The manufacturer and importer, as statutory taxpayer, are entitled to claim for refund of excise taxes paid on petroleum products pursuant to Section 135 of the NIRC of 1997, as amended

Section 22940 of the NIRC of 1997, as amended, allows the recovery or refund of internal revenue taxes alleged to have been erroneously, illegally or in any manner wrongfully collected. A tax is wrongfully collected when what is paid for or part of it is not legally due.41

Proceeding from the foregoing, while at the time of importation or production of the petroleum products, excise taxes imposed and collected thereon are proper, they become "improper" when such products are sold to international carriers and other exempt entities because, by operation of law, these articles are deemed exempt from excise taxes. In other words, upon the sale of the manufactured or imported petroleum products to the entities enumerated under Section 135, the excise taxes previously paid thereon become wrongfully or erroneously collected, on the basis of which a claim for refund under Section 229 may be made.

The question now is, who is entitled to claim for refund of the said erroneously paid excise taxes?

Section 204 of the NIRC of 1997, as amended, authorizes the CIR to credit or refund taxes or penalties to the taxpayer who files in writing a claim for refund or credit within two (2) years from the payment of the tax. The NIRC defines a taxpayer as any person subject to tax imposed by the Tax Code.(awÞhi( Consequently, the only person authorized by law to claim for tax refund or credit of erroneously collected taxes is the statutory taxpayer — that is, the person who has the legal obligation or duty to pay the tax.42

Accordingly, while Section 135 also does not explicitly grant the manufacturer or importer exemption from excise taxes — as the exemption is granted on the product itself — Section 135 in relation to Sections 204 and 229 of the NIRC of 1997, as amended, entitles the manufacturer and importer to claim for refund of excise taxes paid on petroleum products when these are sold to international carriers, exempt agencies covered by tax treaties, and entities exempt from direct and indirect taxes.

In fact, it has long been settled in jurisprudence, even prior to the 2014 Pilipinas Shell Resolution, that the proper party to seek a refund of excise taxes paid on petroleum products pursuant to Section 135 of the NIRC of 1997, as amended, is the manufacturer/producer or importer who paid for the excise taxes imposed on the goods produced or imported.

In Silkair (Singapore) Pte. Ltd. v. Commissioner of Internal Revenue cases,43 petitioner Silkair (Singapore) Pte. Ltd. (Silkair), an online international carrier, filed a claim for refund of excise taxes it claimed to have paid on its purchases of jet fuel from Petron Corporation. Due to the CIR's inaction, Silkair filed a Petition for Review before the CTA. The CTA denied Silkair's claim on the ground that as the excise tax was imposed on Petron Corporation as the manufacturer of petroleum products, any claim for refund should be filed by the latter; and where the burden of tax is shifted to the purchaser, the amount passed on to it is no longer a tax but becomes an added cost of the goods purchased.

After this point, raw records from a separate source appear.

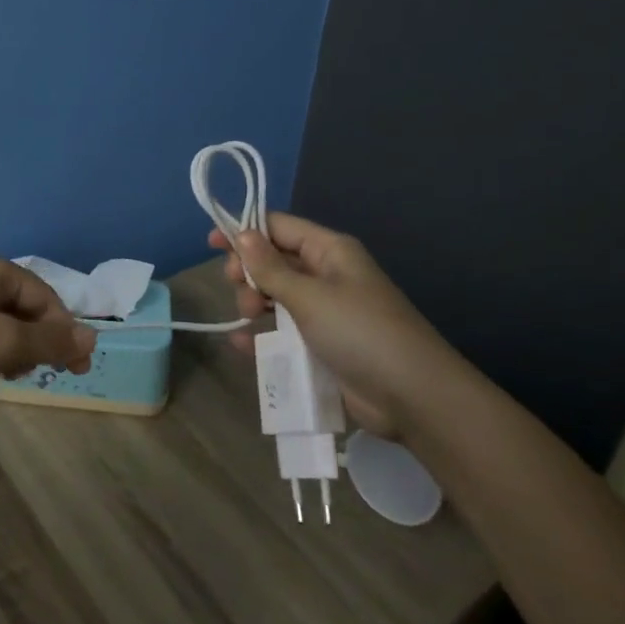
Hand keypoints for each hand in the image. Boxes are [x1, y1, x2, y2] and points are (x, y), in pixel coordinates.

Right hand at [210, 213, 450, 437]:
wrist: (413, 396)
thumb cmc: (359, 331)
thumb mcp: (309, 296)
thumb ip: (270, 267)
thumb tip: (242, 234)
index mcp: (330, 251)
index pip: (279, 227)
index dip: (245, 231)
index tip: (212, 242)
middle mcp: (327, 275)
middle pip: (275, 261)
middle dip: (250, 272)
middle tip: (238, 288)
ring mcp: (326, 312)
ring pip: (276, 297)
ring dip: (255, 303)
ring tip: (249, 319)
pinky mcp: (323, 345)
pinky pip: (284, 331)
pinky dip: (263, 335)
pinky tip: (243, 345)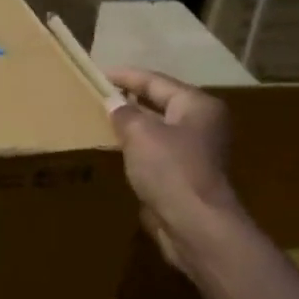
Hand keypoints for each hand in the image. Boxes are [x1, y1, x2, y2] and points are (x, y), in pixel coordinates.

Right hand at [106, 68, 241, 263]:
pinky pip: (155, 151)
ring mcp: (195, 151)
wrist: (195, 224)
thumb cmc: (170, 169)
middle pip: (159, 102)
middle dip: (128, 99)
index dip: (125, 76)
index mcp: (197, 105)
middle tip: (97, 94)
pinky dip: (136, 147)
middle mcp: (201, 123)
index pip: (155, 81)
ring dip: (131, 124)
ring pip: (156, 128)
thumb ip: (123, 113)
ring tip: (100, 118)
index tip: (97, 73)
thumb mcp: (140, 133)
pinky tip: (114, 148)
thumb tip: (113, 104)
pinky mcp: (184, 175)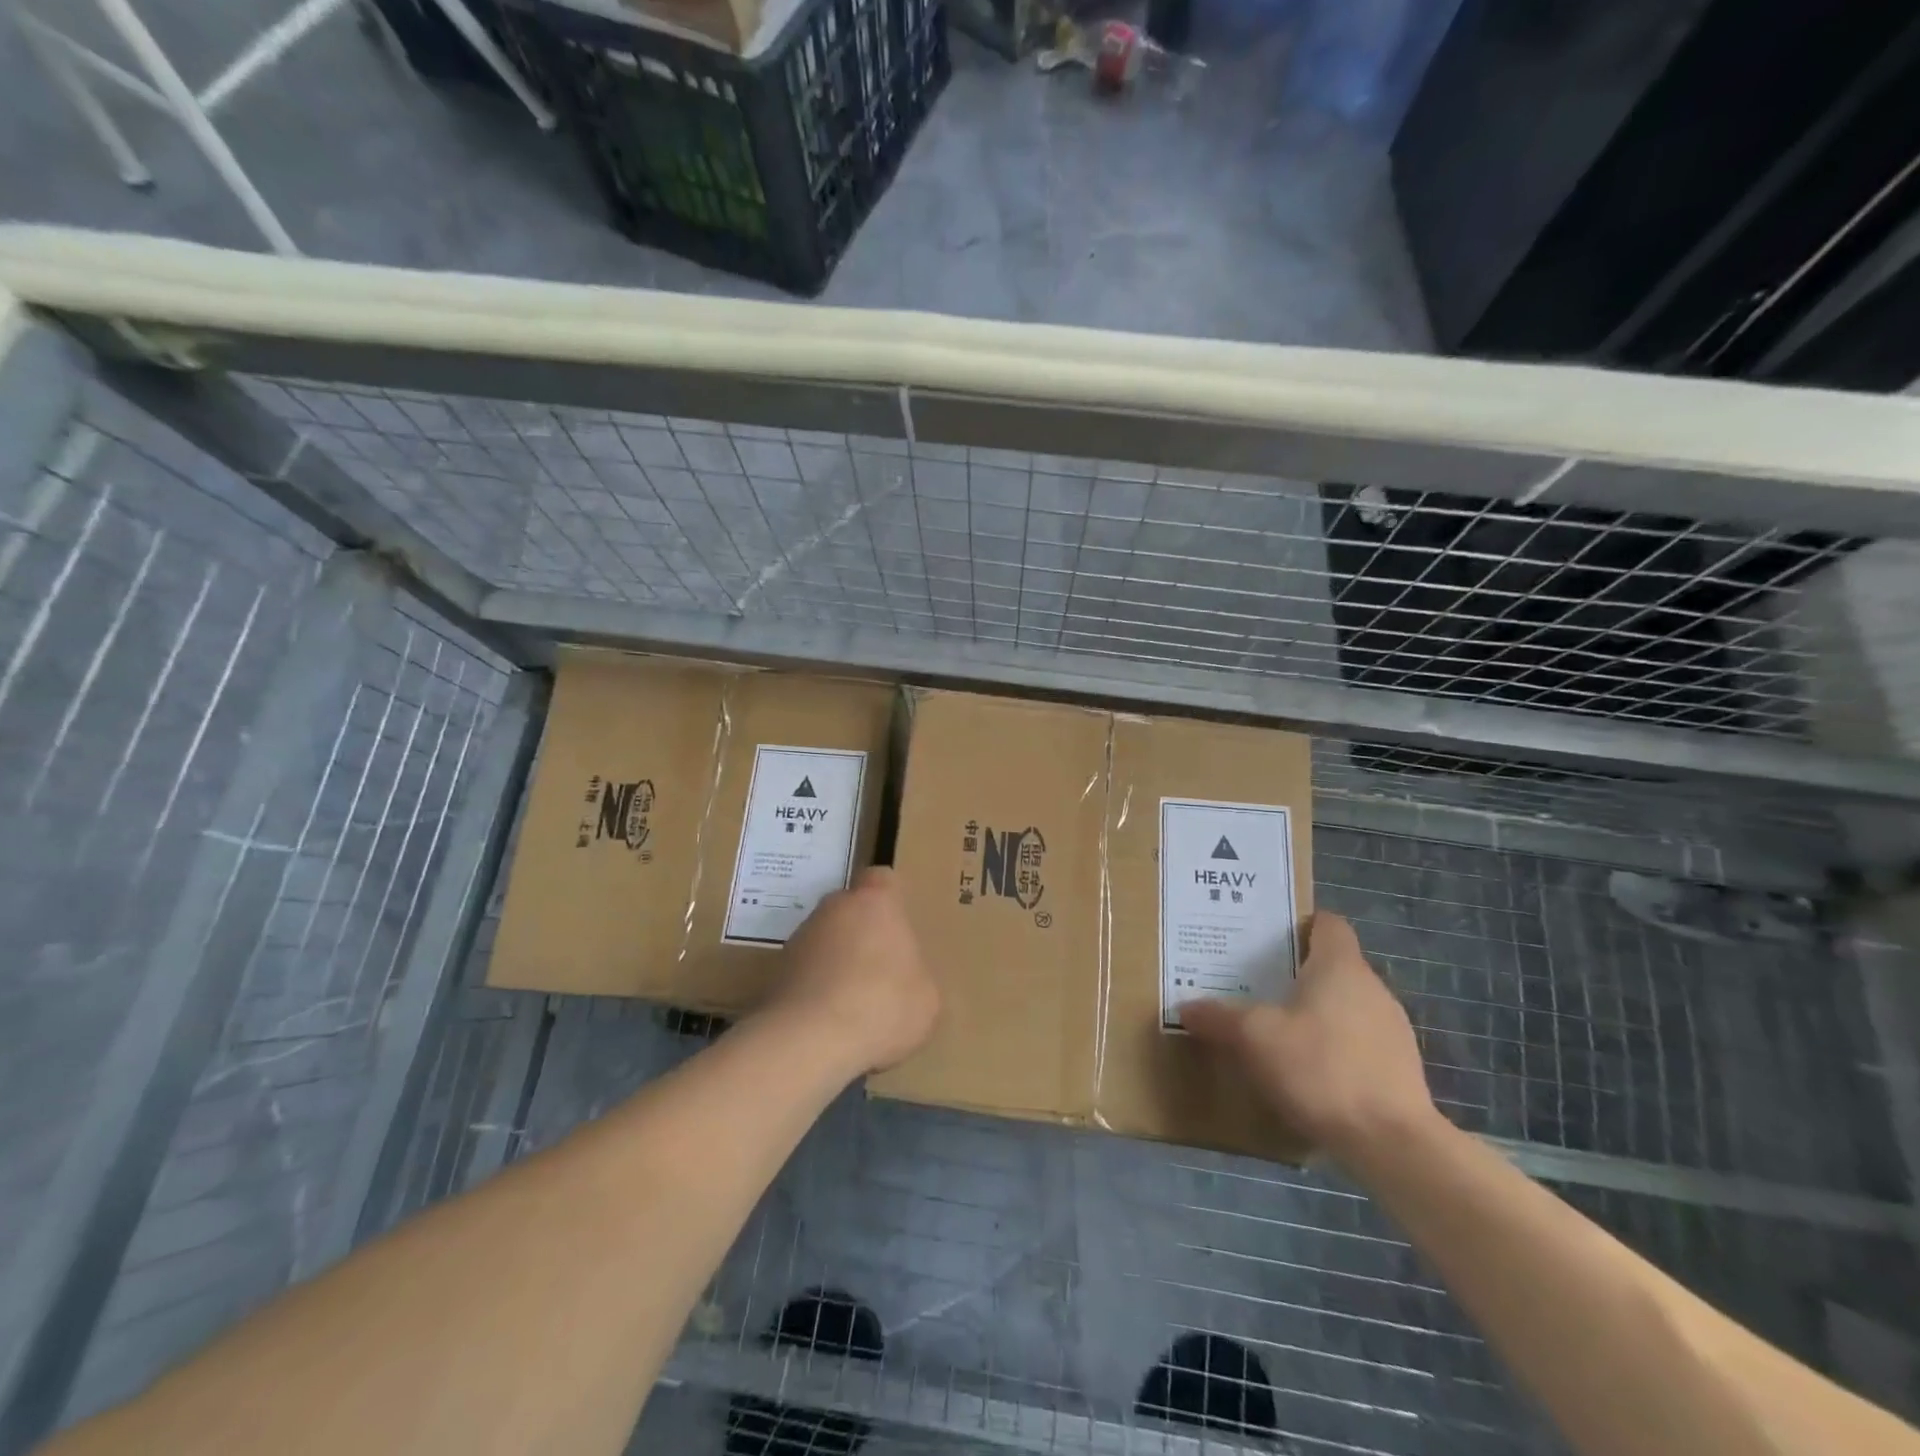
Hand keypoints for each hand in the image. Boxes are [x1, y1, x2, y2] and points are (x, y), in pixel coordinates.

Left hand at [768, 866, 939, 1075]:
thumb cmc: (882, 1005)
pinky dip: (815, 989)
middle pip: (850, 909)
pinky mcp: (775, 971)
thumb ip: (916, 976)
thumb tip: (905, 982)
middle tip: (881, 971)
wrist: (809, 1040)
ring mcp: (799, 938)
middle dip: (863, 933)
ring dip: (836, 962)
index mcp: (875, 902)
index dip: (891, 900)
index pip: (882, 879)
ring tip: (852, 1005)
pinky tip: (828, 1022)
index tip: (899, 927)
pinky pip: (805, 972)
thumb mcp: (927, 998)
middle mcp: (834, 908)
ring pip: (825, 940)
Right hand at [1181, 913, 1438, 1163]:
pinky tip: (1308, 1074)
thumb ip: (1218, 1017)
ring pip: (1346, 1007)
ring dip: (1316, 1015)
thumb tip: (1186, 1006)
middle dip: (1297, 974)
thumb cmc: (1320, 1068)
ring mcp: (1393, 1031)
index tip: (1268, 940)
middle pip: (1333, 966)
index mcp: (1340, 967)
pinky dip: (1334, 1049)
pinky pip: (1359, 1044)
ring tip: (1277, 1033)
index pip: (1328, 924)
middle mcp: (1372, 988)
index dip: (1300, 925)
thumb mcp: (1254, 1038)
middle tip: (1254, 986)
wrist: (1392, 1145)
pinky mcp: (1401, 1071)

Aggrieved, Silkair elevated the matter to the Court. In the first Silkair case,44 the Court affirmed the ruling of the CTA and held:

The proper party to question, or seek a refund of, an indirect tax is the statutory taxpayer, the person on whom the tax is imposed by law and who paid the same even if he shifts the burden thereof to another. Section 130 (A) (2) of the NIRC provides that "[u]nless otherwise specifically allowed, the return shall be filed and the excise tax paid by the manufacturer or producer before removal of domestic products from place of production." Thus, Petron Corporation, not Silkair, is the statutory taxpayer which is entitled to claim a refund based on Section 135 of the NIRC of 1997 and Article 4 (2) of the Air Transport Agreement between RP and Singapore. Even if Petron Corporation passed on to Silkair the burden of the tax, the additional amount billed to Silkair for jet fuel is not a tax but part of the price which Silkair had to pay as a purchaser.45 (Emphasis supplied)

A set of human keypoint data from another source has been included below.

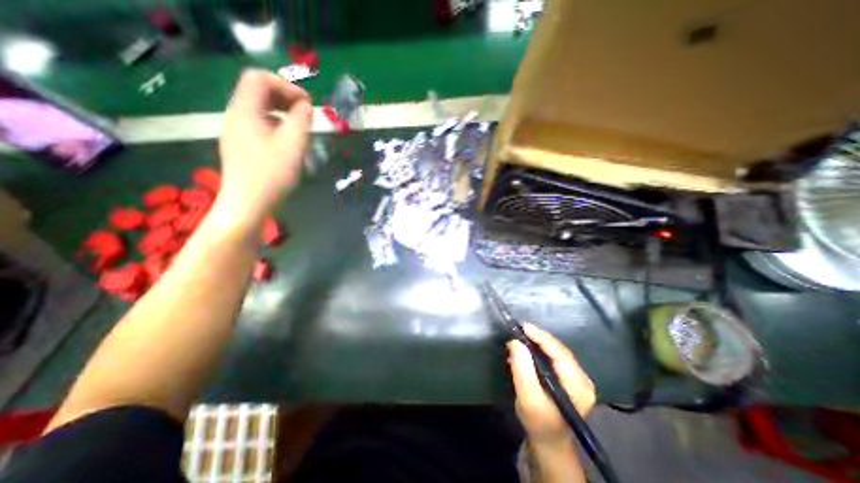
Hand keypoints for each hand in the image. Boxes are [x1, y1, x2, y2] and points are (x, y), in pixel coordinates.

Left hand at [218, 67, 311, 222]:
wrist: (248, 203)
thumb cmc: (272, 174)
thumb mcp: (293, 145)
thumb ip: (301, 120)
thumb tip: (306, 106)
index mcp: (245, 110)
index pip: (260, 77)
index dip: (286, 85)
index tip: (307, 104)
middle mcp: (236, 115)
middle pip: (258, 91)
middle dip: (286, 97)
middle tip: (307, 115)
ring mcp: (237, 130)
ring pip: (260, 108)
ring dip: (283, 112)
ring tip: (301, 129)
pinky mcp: (242, 144)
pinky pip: (259, 123)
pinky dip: (277, 125)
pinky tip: (289, 142)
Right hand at [505, 323, 594, 446]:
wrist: (547, 440)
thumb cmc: (537, 421)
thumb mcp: (527, 397)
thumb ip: (522, 369)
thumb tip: (516, 341)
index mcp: (578, 386)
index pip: (560, 353)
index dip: (542, 337)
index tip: (523, 326)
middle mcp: (583, 379)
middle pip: (559, 350)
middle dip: (539, 338)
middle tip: (519, 330)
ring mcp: (579, 378)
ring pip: (557, 351)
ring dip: (538, 342)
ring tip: (521, 336)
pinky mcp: (571, 378)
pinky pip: (555, 357)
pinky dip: (540, 349)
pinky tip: (529, 347)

A few months thereafter, the Court promulgated its Decision in the second Silkair case,46 reiterating its earlier ruling, viz.:

The issue presented is not novel. In a similar case involving the same parties, this Court has categorically ruled that "the proper party to question, or seek a refund of an indirect tax is the statutory taxpayer, the person on whom the tax is imposed by law and who paid the same even if he shifts the burden thereof to another." The Court added that "even if Petron Corporation passed on to Silkair the burden of the tax, the additional amount billed to Silkair for jet fuel is not a tax but part of the price which Silkair had to pay as a purchaser."

x x x x

The excise tax is due from the manufacturers of the petroleum products and is paid upon removal of the products from their refineries. Even before the aviation jet fuel is purchased from Petron, the excise tax is already paid by Petron. Petron, being the manufacturer, is the "person subject to tax." In this case, Petron, which paid the excise tax upon removal of the products from its Bataan refinery, is the "person liable for tax." Petitioner is neither a "person liable for tax" nor "a person subject to tax." There is also no legal duty on the part of petitioner to pay the excise tax; hence, petitioner cannot be considered the taxpayer.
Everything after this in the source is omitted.